◆ Task item:
Where does the word "roads" show up in the records? Copy every line that holds it.

◆ Data shown:
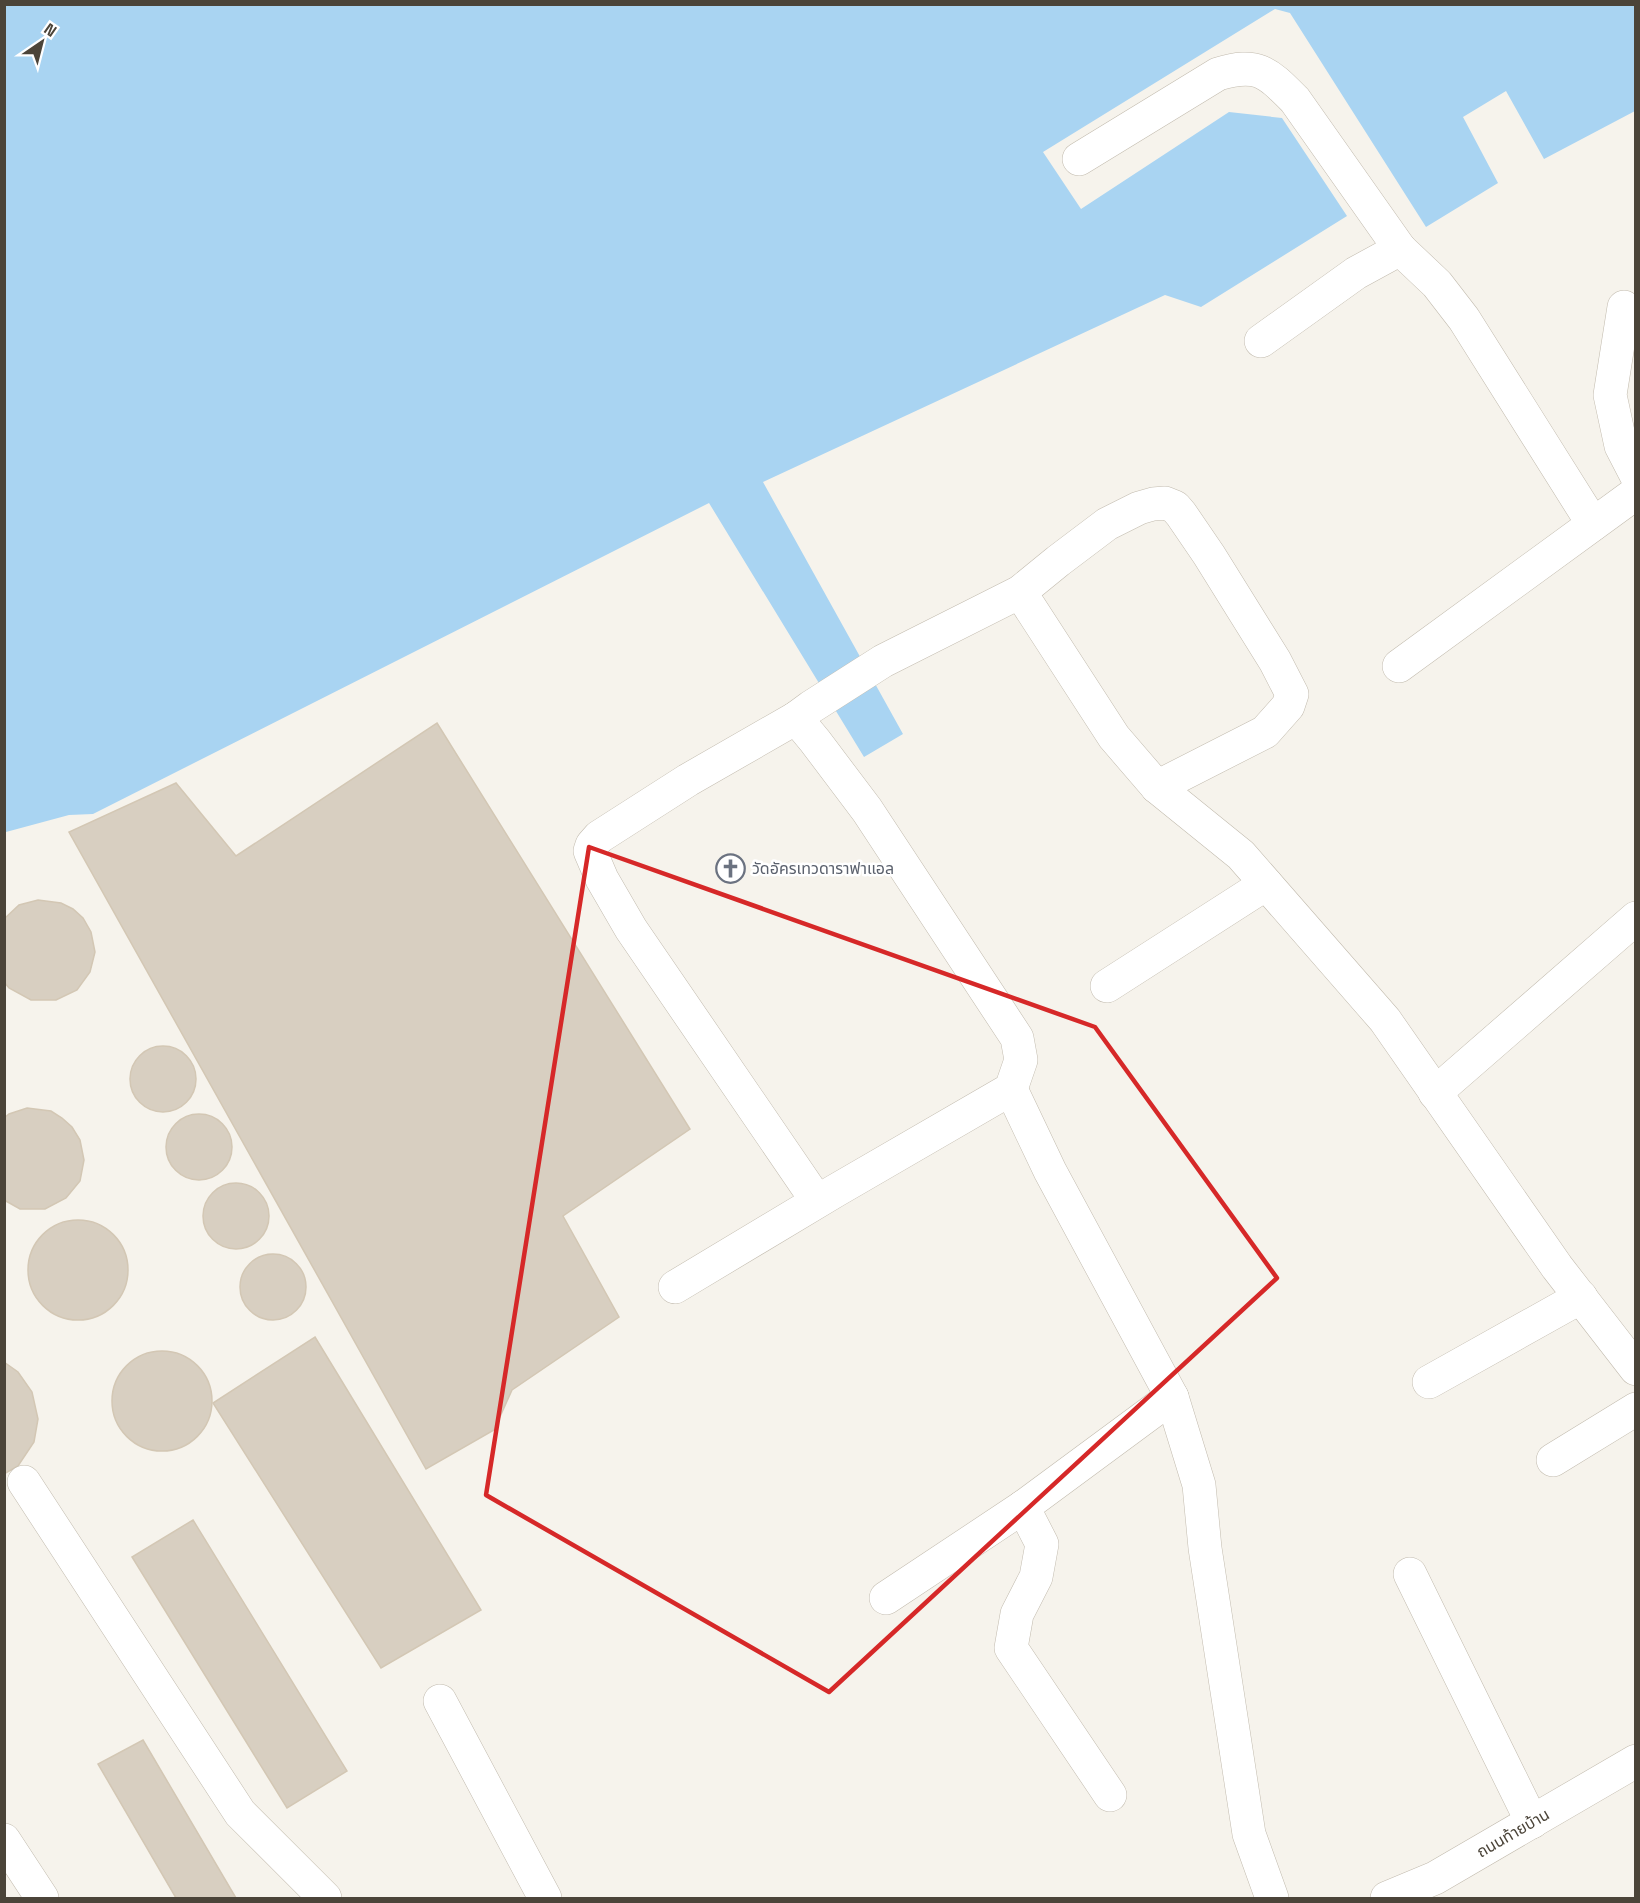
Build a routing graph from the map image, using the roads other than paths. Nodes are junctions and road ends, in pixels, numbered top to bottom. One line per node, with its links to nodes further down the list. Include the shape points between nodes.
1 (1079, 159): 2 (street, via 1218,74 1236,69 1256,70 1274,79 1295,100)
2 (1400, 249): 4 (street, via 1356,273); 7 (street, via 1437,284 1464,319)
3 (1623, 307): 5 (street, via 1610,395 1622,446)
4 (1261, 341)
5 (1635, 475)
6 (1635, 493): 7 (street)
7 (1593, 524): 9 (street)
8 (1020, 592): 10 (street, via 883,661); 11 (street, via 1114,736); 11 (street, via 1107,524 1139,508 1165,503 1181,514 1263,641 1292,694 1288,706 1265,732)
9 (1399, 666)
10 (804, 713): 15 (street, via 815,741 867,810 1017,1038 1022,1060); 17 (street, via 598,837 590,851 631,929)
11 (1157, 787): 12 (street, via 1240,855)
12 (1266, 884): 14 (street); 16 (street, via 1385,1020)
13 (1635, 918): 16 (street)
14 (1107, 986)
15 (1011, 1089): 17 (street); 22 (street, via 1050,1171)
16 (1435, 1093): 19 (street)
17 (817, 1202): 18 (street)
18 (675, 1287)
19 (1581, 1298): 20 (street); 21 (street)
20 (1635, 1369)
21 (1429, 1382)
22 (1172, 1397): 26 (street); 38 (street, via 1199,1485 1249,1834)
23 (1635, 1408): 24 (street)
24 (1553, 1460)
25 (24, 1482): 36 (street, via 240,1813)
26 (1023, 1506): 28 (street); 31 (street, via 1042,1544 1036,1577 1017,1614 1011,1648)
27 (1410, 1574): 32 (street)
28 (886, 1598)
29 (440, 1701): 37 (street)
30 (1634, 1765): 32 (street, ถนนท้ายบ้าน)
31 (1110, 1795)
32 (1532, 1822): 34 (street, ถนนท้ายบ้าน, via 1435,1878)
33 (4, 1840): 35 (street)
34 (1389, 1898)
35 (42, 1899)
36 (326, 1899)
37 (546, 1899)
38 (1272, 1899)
...
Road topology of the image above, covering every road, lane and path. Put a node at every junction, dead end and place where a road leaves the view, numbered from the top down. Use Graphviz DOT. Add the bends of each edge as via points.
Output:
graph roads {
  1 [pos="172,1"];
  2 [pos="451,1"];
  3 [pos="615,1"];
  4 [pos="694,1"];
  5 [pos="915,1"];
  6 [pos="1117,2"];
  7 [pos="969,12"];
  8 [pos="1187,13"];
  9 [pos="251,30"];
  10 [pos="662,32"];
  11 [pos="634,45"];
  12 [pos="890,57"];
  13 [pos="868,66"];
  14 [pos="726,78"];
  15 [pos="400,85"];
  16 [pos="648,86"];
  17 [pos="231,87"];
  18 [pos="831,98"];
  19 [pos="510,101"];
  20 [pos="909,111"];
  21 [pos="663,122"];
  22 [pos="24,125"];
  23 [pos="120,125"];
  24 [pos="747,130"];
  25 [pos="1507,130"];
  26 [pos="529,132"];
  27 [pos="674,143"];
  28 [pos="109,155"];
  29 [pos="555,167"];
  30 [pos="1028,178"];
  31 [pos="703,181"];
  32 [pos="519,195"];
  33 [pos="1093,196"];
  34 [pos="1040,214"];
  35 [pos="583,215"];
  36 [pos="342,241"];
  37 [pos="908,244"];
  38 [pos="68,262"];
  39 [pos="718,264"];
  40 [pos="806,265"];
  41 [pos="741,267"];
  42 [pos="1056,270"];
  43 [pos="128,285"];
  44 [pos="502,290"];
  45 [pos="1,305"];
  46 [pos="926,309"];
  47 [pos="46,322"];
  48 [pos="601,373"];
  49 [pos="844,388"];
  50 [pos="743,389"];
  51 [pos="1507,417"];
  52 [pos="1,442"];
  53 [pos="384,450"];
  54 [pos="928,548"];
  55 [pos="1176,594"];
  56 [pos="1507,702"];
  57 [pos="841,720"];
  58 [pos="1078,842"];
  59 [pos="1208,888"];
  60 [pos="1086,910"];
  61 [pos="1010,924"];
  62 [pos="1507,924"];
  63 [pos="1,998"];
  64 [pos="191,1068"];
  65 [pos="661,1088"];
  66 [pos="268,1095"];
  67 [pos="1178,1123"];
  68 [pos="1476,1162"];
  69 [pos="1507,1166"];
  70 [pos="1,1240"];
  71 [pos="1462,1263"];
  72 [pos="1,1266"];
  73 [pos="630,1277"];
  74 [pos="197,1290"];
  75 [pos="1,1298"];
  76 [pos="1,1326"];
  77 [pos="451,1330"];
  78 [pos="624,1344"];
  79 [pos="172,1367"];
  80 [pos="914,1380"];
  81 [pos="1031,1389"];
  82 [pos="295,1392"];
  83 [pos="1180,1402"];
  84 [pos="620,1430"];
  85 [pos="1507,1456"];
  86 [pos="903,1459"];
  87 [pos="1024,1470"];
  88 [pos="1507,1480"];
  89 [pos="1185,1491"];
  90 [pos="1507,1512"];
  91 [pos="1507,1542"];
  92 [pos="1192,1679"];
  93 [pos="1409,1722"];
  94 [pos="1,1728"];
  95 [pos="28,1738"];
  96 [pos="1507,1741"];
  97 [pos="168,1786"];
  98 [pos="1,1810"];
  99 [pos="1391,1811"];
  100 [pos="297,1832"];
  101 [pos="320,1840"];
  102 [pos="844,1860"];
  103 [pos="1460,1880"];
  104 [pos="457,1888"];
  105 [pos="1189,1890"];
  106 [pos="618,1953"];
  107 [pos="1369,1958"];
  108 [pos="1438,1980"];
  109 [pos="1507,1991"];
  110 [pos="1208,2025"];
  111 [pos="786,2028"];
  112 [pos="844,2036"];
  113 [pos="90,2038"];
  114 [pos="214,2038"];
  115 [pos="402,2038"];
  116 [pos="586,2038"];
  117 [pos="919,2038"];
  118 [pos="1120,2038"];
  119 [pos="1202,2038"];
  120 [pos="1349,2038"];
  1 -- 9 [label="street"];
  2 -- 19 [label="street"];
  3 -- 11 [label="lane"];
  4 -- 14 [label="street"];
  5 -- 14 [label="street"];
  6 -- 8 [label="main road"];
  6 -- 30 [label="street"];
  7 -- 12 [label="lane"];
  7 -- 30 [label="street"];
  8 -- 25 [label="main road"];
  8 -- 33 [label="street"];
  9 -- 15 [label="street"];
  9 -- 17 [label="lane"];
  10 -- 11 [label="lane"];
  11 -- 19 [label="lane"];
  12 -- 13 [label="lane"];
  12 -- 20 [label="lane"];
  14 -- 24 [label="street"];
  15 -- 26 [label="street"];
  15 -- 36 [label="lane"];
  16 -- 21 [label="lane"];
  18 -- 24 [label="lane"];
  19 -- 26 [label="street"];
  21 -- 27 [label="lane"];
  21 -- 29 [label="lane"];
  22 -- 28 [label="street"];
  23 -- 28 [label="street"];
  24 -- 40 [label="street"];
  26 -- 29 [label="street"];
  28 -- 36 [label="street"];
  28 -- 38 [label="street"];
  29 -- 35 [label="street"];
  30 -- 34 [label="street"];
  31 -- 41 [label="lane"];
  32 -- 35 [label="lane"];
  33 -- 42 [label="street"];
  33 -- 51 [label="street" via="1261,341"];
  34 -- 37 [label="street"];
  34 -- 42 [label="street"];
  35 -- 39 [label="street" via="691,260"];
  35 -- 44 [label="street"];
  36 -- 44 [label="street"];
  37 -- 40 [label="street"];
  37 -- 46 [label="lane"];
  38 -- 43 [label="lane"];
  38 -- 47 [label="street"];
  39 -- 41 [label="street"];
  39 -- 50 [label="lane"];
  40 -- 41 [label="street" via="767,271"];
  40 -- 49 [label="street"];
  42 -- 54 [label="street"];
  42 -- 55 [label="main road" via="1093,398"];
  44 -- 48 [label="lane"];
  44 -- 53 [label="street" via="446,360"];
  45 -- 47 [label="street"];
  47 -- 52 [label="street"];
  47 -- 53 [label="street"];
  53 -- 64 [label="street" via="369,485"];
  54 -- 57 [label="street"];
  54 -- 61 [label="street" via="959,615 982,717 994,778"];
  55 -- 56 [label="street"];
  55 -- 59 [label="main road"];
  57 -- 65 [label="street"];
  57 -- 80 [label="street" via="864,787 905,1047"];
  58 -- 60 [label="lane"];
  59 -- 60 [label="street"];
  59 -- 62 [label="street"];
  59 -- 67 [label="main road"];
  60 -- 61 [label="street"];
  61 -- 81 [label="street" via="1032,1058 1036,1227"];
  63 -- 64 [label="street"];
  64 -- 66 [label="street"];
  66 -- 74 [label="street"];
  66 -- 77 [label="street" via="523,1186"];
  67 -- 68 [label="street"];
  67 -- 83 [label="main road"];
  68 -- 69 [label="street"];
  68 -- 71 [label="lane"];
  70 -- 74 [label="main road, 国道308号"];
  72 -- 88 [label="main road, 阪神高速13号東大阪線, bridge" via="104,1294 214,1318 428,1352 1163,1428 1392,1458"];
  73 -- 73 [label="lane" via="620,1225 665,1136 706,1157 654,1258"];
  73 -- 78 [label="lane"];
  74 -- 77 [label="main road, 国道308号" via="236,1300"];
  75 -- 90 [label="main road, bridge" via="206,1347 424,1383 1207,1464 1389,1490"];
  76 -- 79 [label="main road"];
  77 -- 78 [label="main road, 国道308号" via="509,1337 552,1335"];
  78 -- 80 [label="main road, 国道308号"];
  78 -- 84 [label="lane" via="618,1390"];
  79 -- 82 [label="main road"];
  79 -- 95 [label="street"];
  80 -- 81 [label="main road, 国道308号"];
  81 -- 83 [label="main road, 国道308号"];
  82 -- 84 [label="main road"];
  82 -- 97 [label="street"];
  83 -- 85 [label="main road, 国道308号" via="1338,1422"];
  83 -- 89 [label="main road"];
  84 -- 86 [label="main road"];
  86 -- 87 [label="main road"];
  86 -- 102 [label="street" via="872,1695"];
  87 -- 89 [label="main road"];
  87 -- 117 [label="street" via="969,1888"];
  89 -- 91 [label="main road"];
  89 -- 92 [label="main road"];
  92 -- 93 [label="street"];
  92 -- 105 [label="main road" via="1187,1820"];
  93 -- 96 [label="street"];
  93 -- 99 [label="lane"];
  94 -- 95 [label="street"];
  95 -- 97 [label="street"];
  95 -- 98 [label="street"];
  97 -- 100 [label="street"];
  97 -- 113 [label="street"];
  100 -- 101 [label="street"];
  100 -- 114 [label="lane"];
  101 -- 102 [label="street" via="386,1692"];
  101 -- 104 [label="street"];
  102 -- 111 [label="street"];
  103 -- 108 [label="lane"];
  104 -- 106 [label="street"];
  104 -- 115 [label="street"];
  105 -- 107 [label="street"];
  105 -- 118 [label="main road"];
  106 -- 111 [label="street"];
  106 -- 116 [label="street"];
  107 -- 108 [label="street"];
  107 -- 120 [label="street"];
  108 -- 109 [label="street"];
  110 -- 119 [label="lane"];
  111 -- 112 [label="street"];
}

◆ Result of this exercise:
Build a routing graph from the map image, using the roads other than paths. Nodes are junctions and road ends, in pixels, numbered top to bottom. One line per node, with its links to nodes further down the list. Include the shape points between nodes.
graph roads {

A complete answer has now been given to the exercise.